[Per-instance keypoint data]

-- Opening Marker --

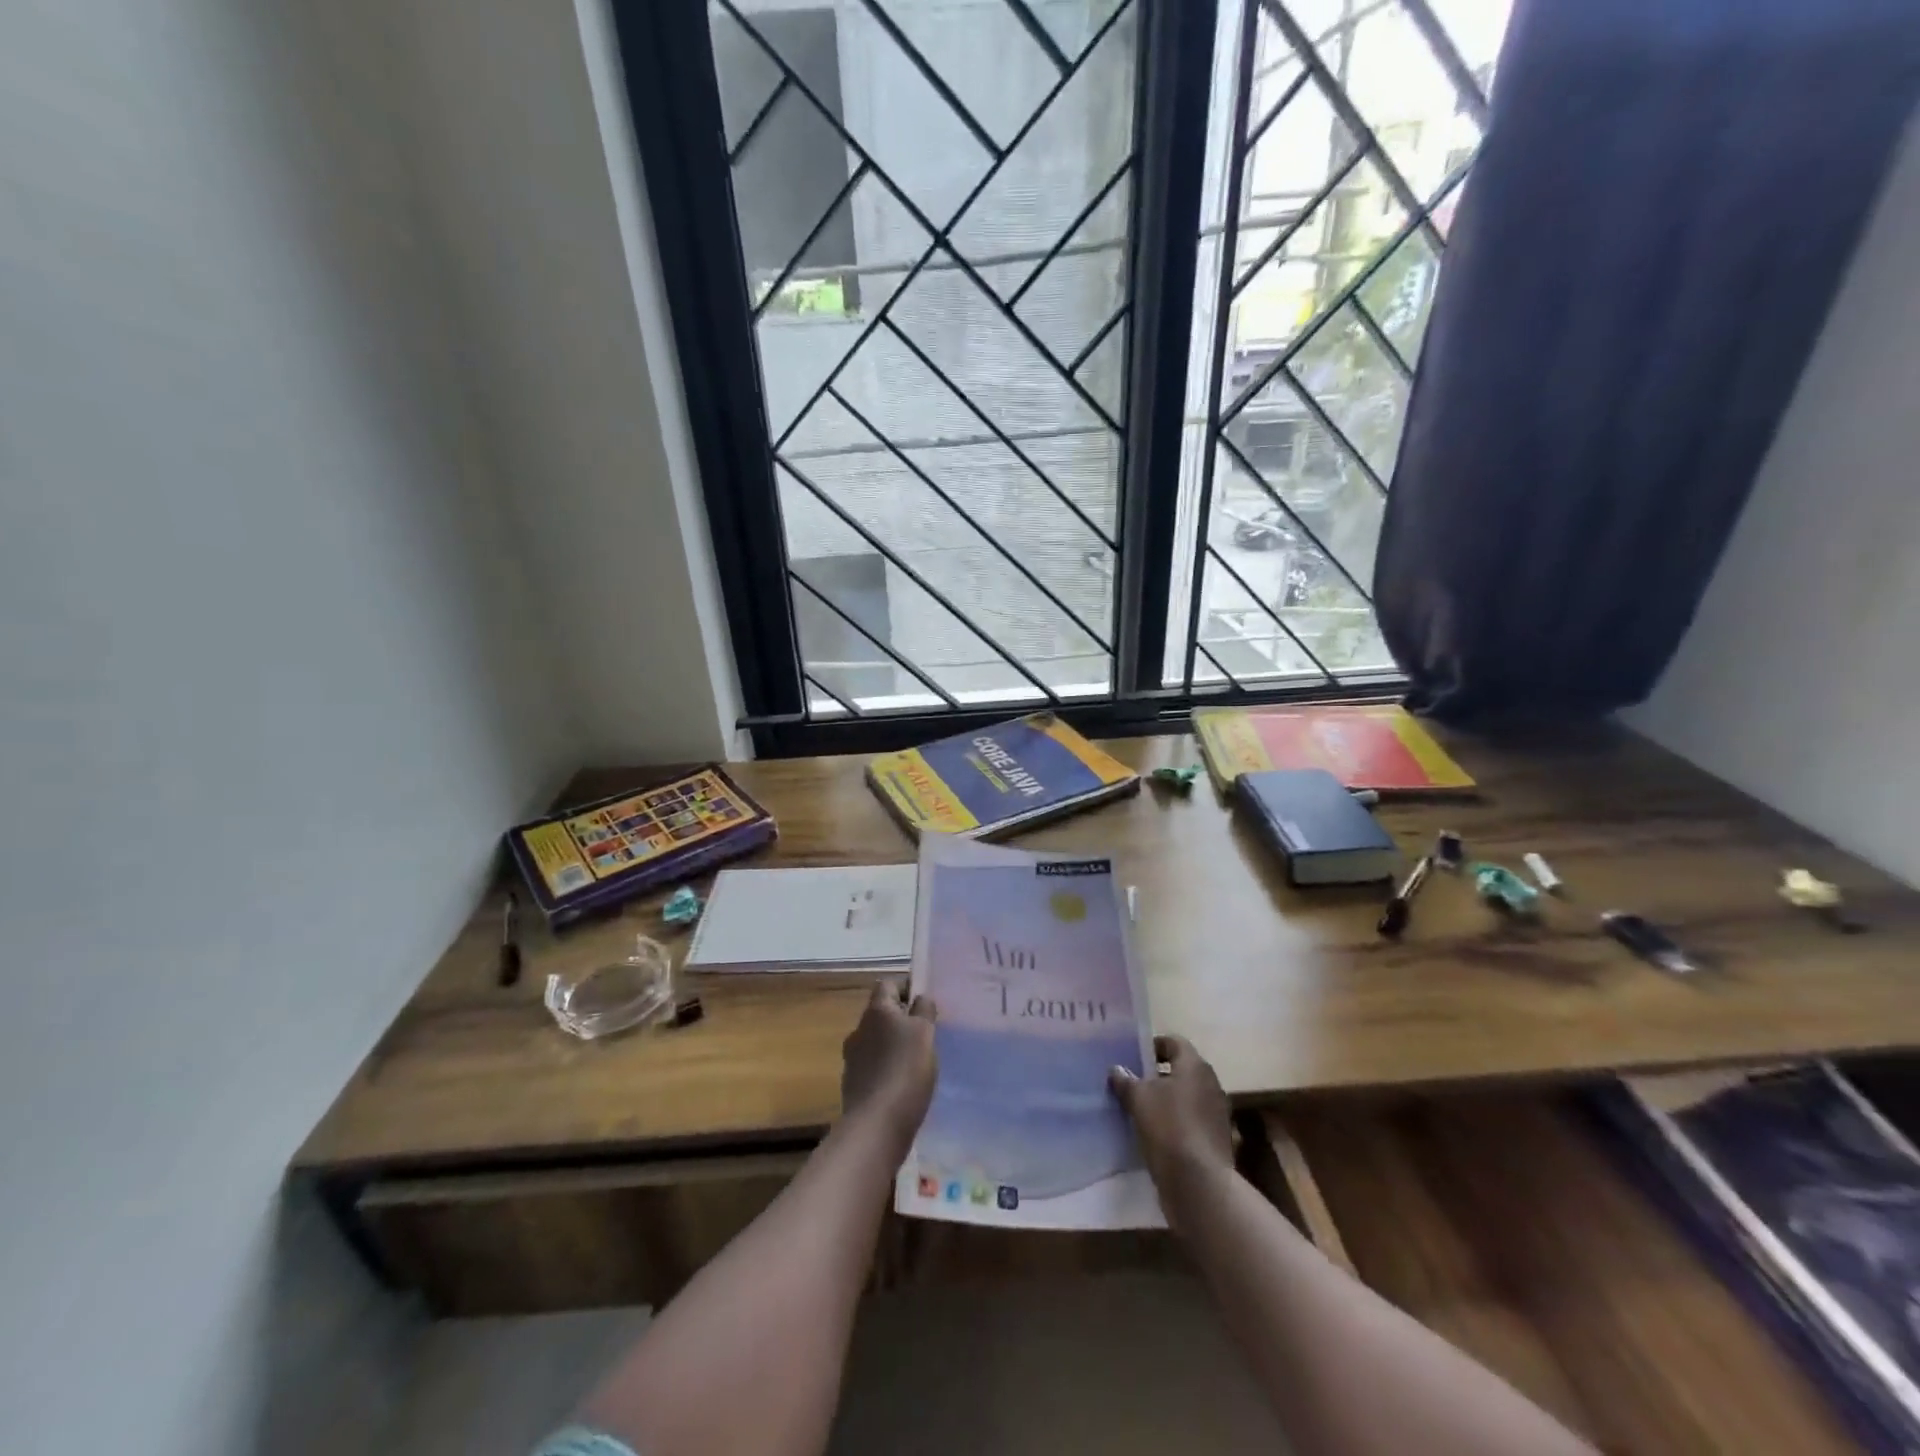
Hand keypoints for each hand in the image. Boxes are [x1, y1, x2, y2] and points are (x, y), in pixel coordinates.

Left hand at [840, 980, 937, 1149]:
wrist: (876, 1125)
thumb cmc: (905, 1070)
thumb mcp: (924, 1033)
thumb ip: (924, 1010)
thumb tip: (920, 998)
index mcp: (876, 1011)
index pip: (887, 985)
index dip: (906, 989)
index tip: (925, 1004)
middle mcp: (859, 1029)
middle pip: (881, 1014)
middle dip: (901, 1020)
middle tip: (926, 1033)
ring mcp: (852, 1058)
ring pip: (877, 1041)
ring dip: (893, 1046)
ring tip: (917, 1061)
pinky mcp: (853, 1085)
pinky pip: (873, 1067)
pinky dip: (887, 1069)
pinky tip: (903, 1085)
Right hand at [1110, 1035, 1234, 1198]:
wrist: (1199, 1183)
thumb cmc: (1168, 1127)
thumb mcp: (1138, 1099)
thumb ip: (1126, 1081)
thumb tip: (1116, 1069)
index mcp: (1195, 1066)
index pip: (1174, 1042)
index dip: (1153, 1045)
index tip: (1133, 1056)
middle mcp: (1211, 1084)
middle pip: (1182, 1070)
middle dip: (1158, 1075)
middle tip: (1133, 1082)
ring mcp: (1217, 1114)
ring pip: (1187, 1097)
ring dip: (1167, 1100)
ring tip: (1141, 1109)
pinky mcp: (1217, 1140)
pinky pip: (1192, 1121)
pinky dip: (1176, 1123)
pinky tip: (1157, 1134)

-- Closing Marker --

■ Task brief
From the records above, reproduce exactly the lines from the one with "index pip: (887, 985)" to the one with "ring tip: (917, 1061)", both included, and no others.

■ Output below
index pip: (887, 985)
index dip: (906, 989)
index tip: (925, 1004)
middle mcp: (859, 1029)
middle pip: (881, 1014)
middle dip: (901, 1020)
middle tip: (926, 1033)
ring mcp: (852, 1058)
ring pip: (877, 1041)
ring dip: (893, 1046)
ring tip: (917, 1061)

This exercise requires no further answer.